Some might argue that the banks can simply take out insurance policies to make IOUs as good as gold, but the problem here is this would in effect be insuring the entrepreneurial projects of the bank’s creditors, and this is impossible–it’s why Mises distinguishes case from class probability (see e.g. https://mises.org/library/human-action-0/html/pp/678 and Hoppe on probability). A bank can insure against its gold deposits being ruined by disaster or theft, but a business can’t insure its speculative future profits.

The point is FRB is nonsense. IMHO. This is just minor background.
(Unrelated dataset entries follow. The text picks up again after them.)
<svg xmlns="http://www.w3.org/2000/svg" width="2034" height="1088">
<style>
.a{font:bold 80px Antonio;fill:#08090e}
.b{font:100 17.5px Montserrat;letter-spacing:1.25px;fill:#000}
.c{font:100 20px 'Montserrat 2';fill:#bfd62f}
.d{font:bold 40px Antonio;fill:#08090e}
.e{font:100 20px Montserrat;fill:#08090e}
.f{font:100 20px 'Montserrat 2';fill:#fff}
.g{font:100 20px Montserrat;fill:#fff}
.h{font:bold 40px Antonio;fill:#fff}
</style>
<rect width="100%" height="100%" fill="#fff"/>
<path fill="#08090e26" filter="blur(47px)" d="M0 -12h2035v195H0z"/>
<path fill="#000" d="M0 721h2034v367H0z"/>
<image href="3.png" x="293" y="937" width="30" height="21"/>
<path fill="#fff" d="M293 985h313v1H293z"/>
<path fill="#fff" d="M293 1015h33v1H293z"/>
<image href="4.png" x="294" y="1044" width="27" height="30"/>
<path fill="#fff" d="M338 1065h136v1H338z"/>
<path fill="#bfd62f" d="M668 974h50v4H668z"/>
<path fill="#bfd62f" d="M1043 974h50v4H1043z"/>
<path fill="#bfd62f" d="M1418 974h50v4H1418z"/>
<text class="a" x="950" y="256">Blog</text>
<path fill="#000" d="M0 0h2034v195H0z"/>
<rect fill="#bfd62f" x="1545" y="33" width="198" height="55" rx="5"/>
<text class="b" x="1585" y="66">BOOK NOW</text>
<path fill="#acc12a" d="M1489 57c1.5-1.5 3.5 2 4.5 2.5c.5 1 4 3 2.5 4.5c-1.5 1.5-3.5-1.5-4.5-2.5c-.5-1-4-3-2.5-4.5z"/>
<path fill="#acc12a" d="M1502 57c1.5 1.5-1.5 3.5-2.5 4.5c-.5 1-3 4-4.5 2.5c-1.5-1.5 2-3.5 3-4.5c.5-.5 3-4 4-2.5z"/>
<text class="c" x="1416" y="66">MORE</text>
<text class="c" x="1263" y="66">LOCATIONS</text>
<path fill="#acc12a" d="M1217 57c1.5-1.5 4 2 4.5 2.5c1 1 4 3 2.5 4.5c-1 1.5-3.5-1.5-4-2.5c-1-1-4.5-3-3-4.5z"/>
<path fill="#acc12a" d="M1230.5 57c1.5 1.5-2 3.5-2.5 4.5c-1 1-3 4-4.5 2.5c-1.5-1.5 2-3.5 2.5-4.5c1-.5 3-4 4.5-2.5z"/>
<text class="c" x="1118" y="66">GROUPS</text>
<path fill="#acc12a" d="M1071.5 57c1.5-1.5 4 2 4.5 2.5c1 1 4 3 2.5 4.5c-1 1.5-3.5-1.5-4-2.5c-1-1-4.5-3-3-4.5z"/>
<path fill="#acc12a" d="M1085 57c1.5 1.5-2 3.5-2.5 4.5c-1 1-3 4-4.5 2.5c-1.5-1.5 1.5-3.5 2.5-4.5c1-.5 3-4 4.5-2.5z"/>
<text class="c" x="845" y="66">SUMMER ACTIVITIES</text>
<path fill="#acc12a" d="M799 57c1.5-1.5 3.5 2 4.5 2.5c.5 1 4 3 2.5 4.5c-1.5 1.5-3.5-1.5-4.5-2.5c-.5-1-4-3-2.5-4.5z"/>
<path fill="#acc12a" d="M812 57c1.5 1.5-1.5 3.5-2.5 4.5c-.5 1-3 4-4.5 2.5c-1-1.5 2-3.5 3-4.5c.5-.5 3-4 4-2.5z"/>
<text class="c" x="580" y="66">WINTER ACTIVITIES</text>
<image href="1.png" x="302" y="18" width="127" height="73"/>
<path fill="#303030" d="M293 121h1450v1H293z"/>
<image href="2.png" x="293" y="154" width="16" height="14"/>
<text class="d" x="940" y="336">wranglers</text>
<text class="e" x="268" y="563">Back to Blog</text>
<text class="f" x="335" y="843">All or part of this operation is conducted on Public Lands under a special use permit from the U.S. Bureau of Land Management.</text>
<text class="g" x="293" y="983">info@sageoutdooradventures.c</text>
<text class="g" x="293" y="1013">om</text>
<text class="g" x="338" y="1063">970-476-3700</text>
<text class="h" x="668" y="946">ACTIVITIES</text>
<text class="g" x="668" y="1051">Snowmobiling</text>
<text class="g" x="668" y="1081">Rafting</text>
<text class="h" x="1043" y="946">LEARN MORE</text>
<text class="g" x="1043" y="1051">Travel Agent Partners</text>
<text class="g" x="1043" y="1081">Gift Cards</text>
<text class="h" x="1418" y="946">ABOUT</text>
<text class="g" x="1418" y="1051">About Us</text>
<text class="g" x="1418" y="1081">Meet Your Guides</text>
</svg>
Now many Austrians have been slow to understand the recent Bitcoin phenomenon. Some claiming it to be “impossible” because of Mises’s “regression theorem,” that any money “must be” based on a physical commodity, etc. These arguments are all half-baked and it’s becoming clearer that bitcoin is not “impossible.” But other Austrians like the freebankers seek leery of bitcoin precisely because its supply is basically limited and fixed, i..e it’s deflationary. And that’s one reason they support FRFB–they want inflation. They think it’s necessary. So some of them think bitcoin is either unsuitable as money or only if you somehow rig up some fractional-reserve scheme on top of it. This is one reason I am eagerly anticipating the debate on related matters between Selgin and Ammous.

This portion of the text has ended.